You Americans sure are a suspicious bunch!

The surprise explanation behind the U.S. government's sensational but false warnings about mysterious Canadian spy coins is the harmless poppy quarter, the world's first colourized coin.

They were so unfamiliar to suspicious U.S. army contractors travelling in Canada that they filed confidential espionage accounts about them.

The worried contractors described the coins as "anomalous" and "filled with something man-made that looked like nano-technology," said once-classified U.S. government reports and e-mails.

The 25-cent piece features the red image of a poppy inlaid over a maple leaf.
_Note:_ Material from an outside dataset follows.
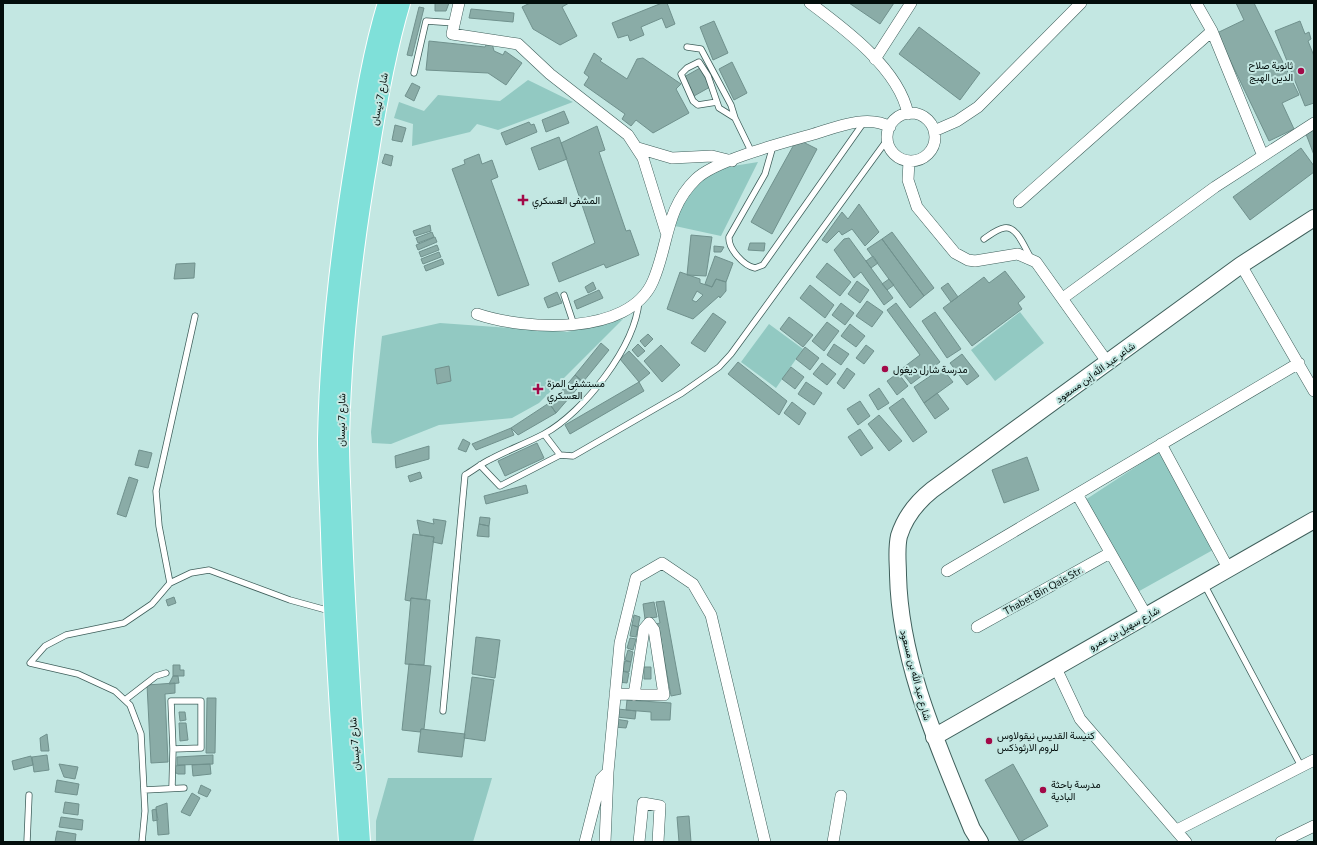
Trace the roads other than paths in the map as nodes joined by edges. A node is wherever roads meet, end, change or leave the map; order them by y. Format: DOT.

The quarter is identical to coins described as suspicious by the contractors.

The supposed nano-technology actually was a conventional protective coating the Royal Canadian Mint applied to prevent the colour from rubbing off. The mint produced nearly 30 million such quarters in 2004 to commemorate Canada's 117,000 war dead.

"It did not appear to be electronic (analog) in nature or have a power source," wrote one U.S. contractor, who discovered the coin in the cup holder of a rental car. "Under high-power microscope, it appeared to be complex, consisting of several layers of clear but different material, with a wire-like mesh suspended on top."

The accounts led to a sensational warning from the U.S. Defence Security Service, an agency of the Defence Department.

The security service said mysterious coins with radio frequency transmitters were found planted on U.S. contractors with classified security clearances on at least three occasions between October 2005 and January 2006 as the contractors travelled through Canada.


One contractor believed someone had placed two of the quarters in an outer coat pocket after the contractor had emptied the pocket hours earlier. "Coat pockets were empty that morning and I was keeping all of my coins in a plastic bag in my inner coat pocket," the contractor wrote.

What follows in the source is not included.